Italy's Cosa Nostra, Ndrangheta, and Camorra Lowered Their Profiles But Expanded Their Respective Reaches

"Very nice people...Just don’t owe them money."

How President Donald Trump  referred to the Mafia.

Italy's interior minister Luciana Lamorgese
Italy's interior minister Luciana Lamorgese recently issued a sharp warning about the Mafia.


The three major Italian Mafias (there are other, minor ones, including in Sicily itself) have lowered their profiles in recent years; at the same time, they have expanded their reach into new sectors and are just as dangerous as ever.

That's what Italy's interior minister Luciana Lamorgese, who was appointed in September, said during a recent hearing of the Italian parliament’s anti-mafia commission. 

“Criminal organisations are ever more sophisticated as they manage to infiltrate important economic sectors in order to clean up illicitly accumulated money,” said Lamorgese. “The mafia continues to weigh heavily on our institutions and economic system.”

The ’Ndrangheta, which emerged in the southern region of Calabria, continues to be Italy’s most powerful mafia organisation. The crime group is made up of networks of hundreds of family gangs, which, over recent decades, have extend their influence to industries in Italy’s richer north and across the world, raking in billions from drug trafficking, extortion and money laundering.




A Demoskopia research institute study in 2013 claimed the ’Ndrangheta made more money than Deutsche Bank and McDonald’s put together, with a turnover of €53bn (or 59 billion in US dollars).

The organisation is even more feared and secretive than Sicily’s Cosa Nostra, which fell into a state of flux in November 2017 when boss of bosses Salvatore “Totò” Riina died in prison, where he had spent almost a quarter of a century.
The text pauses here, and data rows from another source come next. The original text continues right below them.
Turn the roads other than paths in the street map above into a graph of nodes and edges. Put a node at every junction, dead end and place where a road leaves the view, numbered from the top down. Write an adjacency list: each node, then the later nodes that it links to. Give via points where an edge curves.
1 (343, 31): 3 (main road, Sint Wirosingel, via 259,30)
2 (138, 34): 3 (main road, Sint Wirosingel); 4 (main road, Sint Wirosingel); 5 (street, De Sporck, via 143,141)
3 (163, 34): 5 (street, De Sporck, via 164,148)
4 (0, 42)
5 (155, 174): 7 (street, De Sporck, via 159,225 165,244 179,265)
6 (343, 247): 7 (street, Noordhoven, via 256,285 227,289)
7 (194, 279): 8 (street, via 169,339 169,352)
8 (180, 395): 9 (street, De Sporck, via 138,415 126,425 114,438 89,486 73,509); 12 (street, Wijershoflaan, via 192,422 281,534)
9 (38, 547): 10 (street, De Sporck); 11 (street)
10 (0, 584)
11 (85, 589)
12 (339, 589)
Nicknamed “the Beast” because of his cruelty, Riina was an unrepentant criminal who not only assassinated his criminal rivals on an unprecedented scale in the 1980s and 90s, but also targeted the prosecutors, journalists and judges who stood in his way.
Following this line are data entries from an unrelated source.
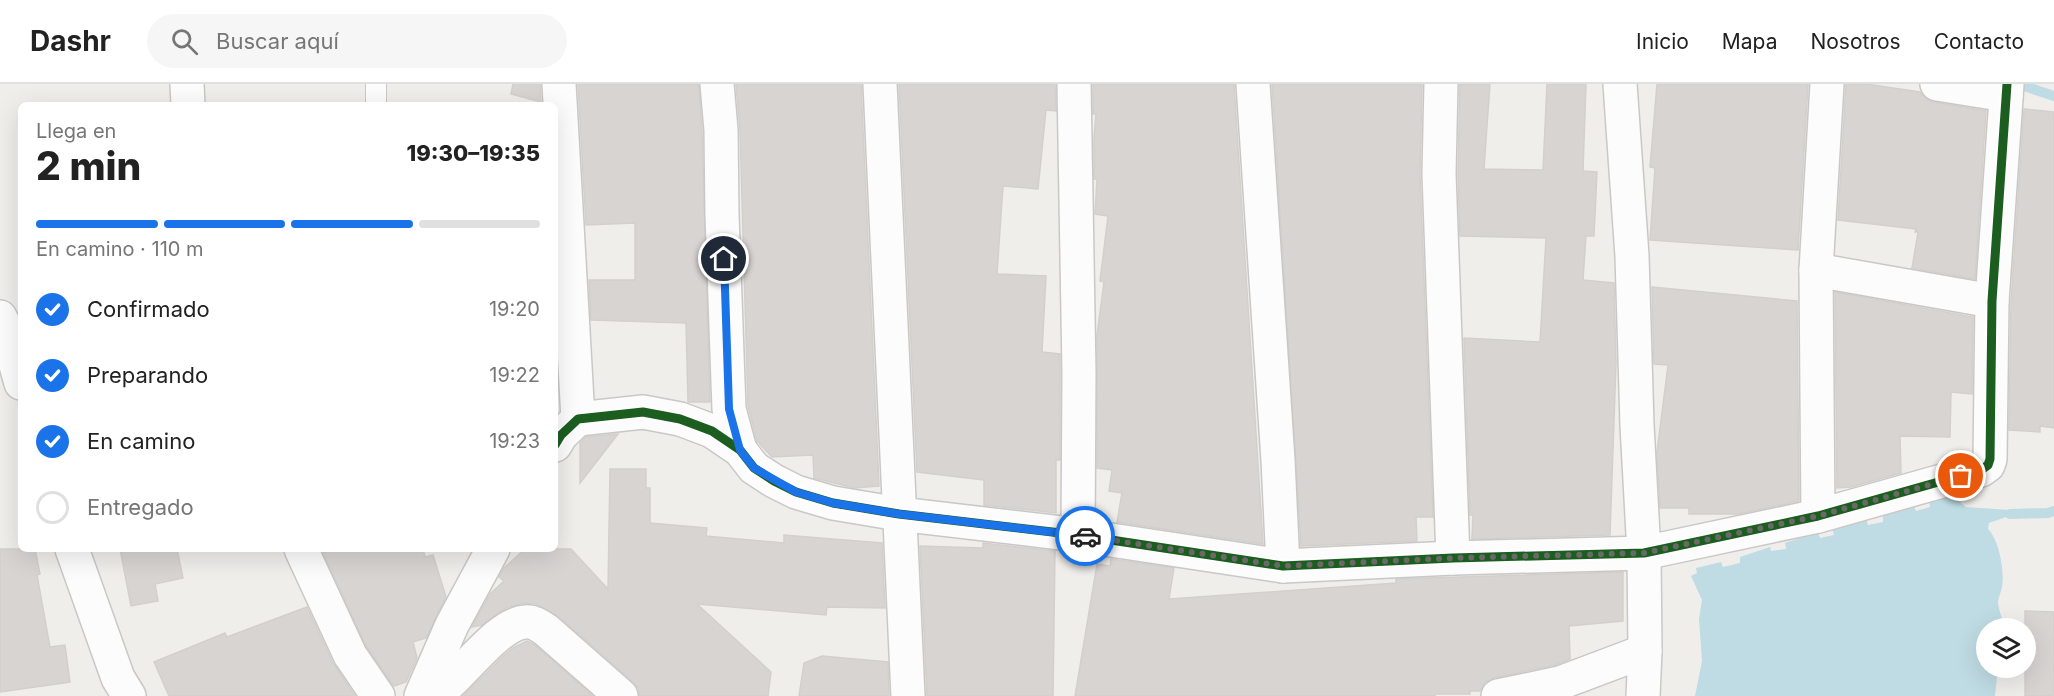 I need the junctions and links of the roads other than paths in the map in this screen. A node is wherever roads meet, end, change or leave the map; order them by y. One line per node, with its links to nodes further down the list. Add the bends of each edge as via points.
1 (187, 84): 13 (street)
2 (376, 84): 14 (lane)
3 (559, 84): 19 (street)
4 (717, 84): 21 (street, via 729,409)
5 (880, 84): 22 (street)
6 (1074, 84): 24 (street)
7 (1252, 84): 30 (street)
8 (1441, 84): 29 (street, via 1438,174)
9 (1620, 84): 28 (street, via 1632,256)
10 (1827, 84): 15 (street)
11 (1936, 84): 12 (street)
12 (2007, 90): 16 (street)
13 (188, 102)
14 (376, 102)
15 (1816, 270): 16 (street); 23 (street)
16 (1992, 301): 23 (street, via 1988,465 1982,470)
17 (0, 317): 18 (street)
18 (18, 372)
19 (578, 419): 20 (street); 21 (street, via 643,412 680,418 712,431)
20 (558, 440)
21 (740, 450): 22 (street, via 754,468 796,492 833,503)
22 (899, 514): 24 (street); 37 (street)
23 (1818, 516): 28 (street)
24 (1078, 535): 30 (street)
25 (73, 552): 32 (street, via 118,678)
26 (302, 552): 33 (street, via 350,655)
27 (492, 552): 34 (street, via 452,624)
28 (1644, 553): 29 (street); 31 (street)
29 (1453, 558): 30 (street)
30 (1283, 566)
31 (1645, 651): 38 (street, via 1560,683); 39 (street)
32 (129, 696)
33 (378, 696)
34 (421, 696)
35 (433, 696): 36 (street, via 497,637 527,621 546,630)
36 (621, 696)
37 (908, 696)
38 (1498, 696)
39 (1642, 696)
Cosa Nostra has reorganised,” Lamorgese added. “It is still a pervasive, dynamic and dangerous organisation, even if reduced by the hard blows inflicted on it by the state, which brought to justice most of its prominent members.”

Meanwhile, the Camorra, which hails from the Campania region, is “less solid” but remains perilously widespread within its territory, managing to establish an “insidious collusion” with public administration.

Mafia groups have infiltrated almost every area of business, including healthcare, renewable energy, waste management and tourism, while maintaining a hand in their more traditional construction sector. Gangs have also penetrated the food chain, seizing control of farms, controlling distribution and counterfeiting food products, including cheese, wine and olive oil.

Their growth beyond Italy also remains strong, especially in Europe and South America. 

One of Italy’s top cocaine dealers, Nicola Assisi, from the ’Ndrangheta, was arrested in Brazil earlier this year after five years on the run. 

Lamorgese reiterated that the fight against the mafia was a government priority as she revealed that almost €3bn (£2.6bn) assets, including businesses, property and furniture, had been either seized or confiscated from the mafia since the beginning of the year. In 2018, mafia assets totalling €9bn were seized or confiscated, up from €5.4bn in 2017.

In 2018, 59 mafia fugitives were arrested, and 45 since January. Meanwhile, 2,090 people were either arrested or reported for mafia association last year, with 1,687 arrested or reported since January.

The mafia also meddles in elections, with 22 people arrested or reported in 2018, and 15 so far this year. Twenty-two local authorities have been dissolved for mafia infiltration since June 2018.

Lamorgese also noted the “alarming phenomenon” of mafia intimidation of local administrators, with 599 cases being reported in 2018 and 336 during the first six months of this year.